Fra i grandi balletti dell’Ottocento la Bayadère su musica di Ludwig Minkus è indubbiamente fra quelli entrato più tardi in repertorio. Custodito gelosamente dalle due massime compagnie russe Bolshoi e Kirov fu per merito dei grandi danzatori Natalia Makarova e Rudolf Nureyev che fu diffuso in occidente. La versione portata in questi giorni al teatro alla Scala si con la firma di Yuri Grigorovic è datata 1991 ma è solidamente basata sul capolavoro di Marius Petipa. Il solo atto bianco in questo caso “atto delle ombre “ costituisce , un esempio della genialità del coreografo. Quando infatti il principe Solor disperato per la perdita dell’ amata Nikya si abbandona all’oppio il suo sogno fatato vede moltiplicarsi l’amata in 32 creature celesti. La versione di Grigorovic termina con questo sogno senza dare seguito all’ultimo atto con il crollo del tempio . La versione presentata dal Bolshoi pur nello sfarzo di costumi e scene di Nikolaj Saronov voleva riportare una volta tanto lo spettatore alle originali ambientazioni di gusto orientaleggiante tipiche dello splendore della Russia del 1877. L’esecuzione del Bolshoi dei primi due atti in particolare dell’atto dei festeggiamenti per le nozze di Solor è stata adeguata alle aspettative sia nella resa scenica come in quella musicale con la direzione di Pavel Sorokin alla testa del’Orchestra Scaligera. Margarita Srainer è stata una discreta Gamzatti , mentre Olga Smirnova attesissima étoile moscovita ha lasciato senza fiato per eleganza stile leggerezza in particolare di braccia mani e polsi fra i più leggiadri che si possano immaginare.
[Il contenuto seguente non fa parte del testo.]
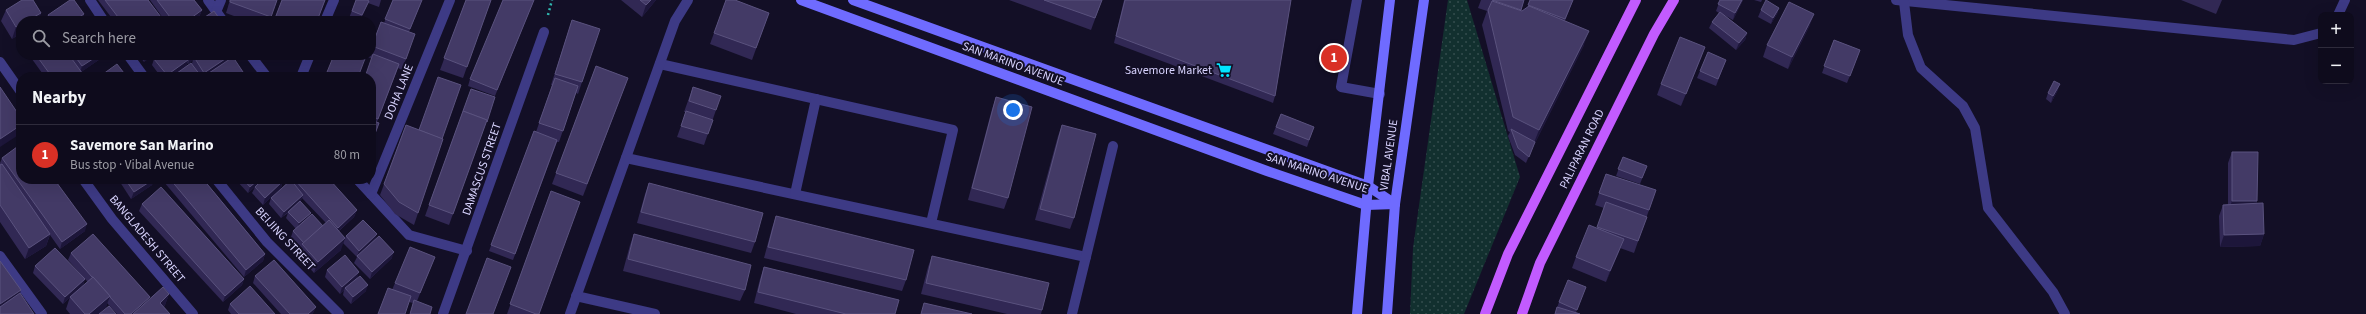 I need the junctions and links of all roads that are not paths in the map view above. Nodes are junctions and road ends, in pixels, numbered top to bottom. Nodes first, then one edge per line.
1 (90, 0) edge
2 (208, 0) edge
3 (221, 0) edge
4 (334, 0) edge
5 (450, 0) edge
6 (688, 0) edge
7 (801, 0) edge
8 (853, 0) edge
9 (1356, 0) edge
10 (1390, 0) edge
11 (1424, 0) edge
12 (1636, 0) edge
13 (1674, 0) edge
14 (2346, 0) edge
15 (1900, 1) edge
16 (216, 12) junction
17 (2340, 12) edge
18 (101, 16) edge
19 (219, 16) edge
20 (327, 16) edge
21 (544, 32) dead end
22 (2318, 34) edge
23 (132, 60) edge
24 (254, 60) edge
25 (308, 60) edge
26 (0, 62) edge
27 (660, 64) junction
28 (140, 72) edge
29 (263, 72) edge
30 (303, 72) edge
31 (16, 85) edge
32 (1380, 94) junction
33 (816, 99) junction
34 (1113, 146) dead end
35 (626, 158) junction
36 (376, 182) edge
37 (87, 184) edge
38 (220, 184) edge
39 (362, 184) edge
40 (375, 184) edge
41 (1368, 186) junction
42 (371, 194) junction
43 (795, 194) junction
44 (1366, 204) junction
45 (1395, 204) junction
46 (931, 223) junction
47 (467, 250) junction
48 (0, 256) edge
49 (1086, 257) junction
50 (576, 296) junction
51 (42, 314) edge
52 (193, 314) edge
53 (339, 314) edge
54 (443, 314) edge
55 (570, 314) edge
56 (655, 314) edge
57 (1072, 314) edge
58 (1357, 314) edge
59 (1387, 314) edge
60 (1485, 314) edge
61 (1522, 314) edge
62 (2065, 314) edge

1 - 18 street
2 - 16 street
3 - 16 street
4 - 20 street
5 - 36 street, DOHA LANE
6 - 27 street
7 - 44 main road, SAN MARINO AVENUE
8 - 41 main road, SAN MARINO AVENUE
9 - 32 street
10 - 32 main road, VIBAL AVENUE
11 - 45 main road, VIBAL AVENUE
12 - 60 main road, PALIPARAN ROAD
13 - 61 main road, PALIPARAN ROAD
14 - 17 street
15 - 22 street
15 - 62 street
16 - 19 street
21 - 47 street, DAMASCUS STREET
23 - 28 street
24 - 29 street
25 - 30 street
26 - 31 street
27 - 33 street
27 - 35 street
32 - 41 main road, VIBAL AVENUE
33 - 43 street
33 - 46 street
34 - 49 street
35 - 43 street
35 - 50 street
37 - 52 street, BANGLADESH STREET
38 - 53 street, BEIJING STREET
39 - 42 street
40 - 42 street, DOHA LANE
41 - 44 main road, VIBAL AVENUE
41 - 45 main road, SAN MARINO AVENUE
42 - 47 street
43 - 46 street
44 - 45 main road, SAN MARINO AVENUE
44 - 58 main road, VIBAL AVENUE
45 - 59 main road, VIBAL AVENUE
46 - 49 street
47 - 54 street, DAMASCUS STREET
48 - 51 street
49 - 57 street
50 - 55 street
50 - 56 street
Semen Cudin è stato un Solor aristocratico e pregnante in ogni suo momento sulla scena. Non esagerato nei virtuosismi ma sempre di una classicità antologica. Il terzo atto è fra quelli che non si possono più dimenticare con le tre variazioni delle Ombre e con l’essenzialità aerea del celebre passo a due del velo che lega indissolubilmente le anime innamorate. Una mimica non troppo aggiornata e volutamente “ancien gout”non ha inficiato la grande riuscita di questa Bayadère da antologia . Trionfo scaligero in un teatro affollato come non si vedeva da tempo.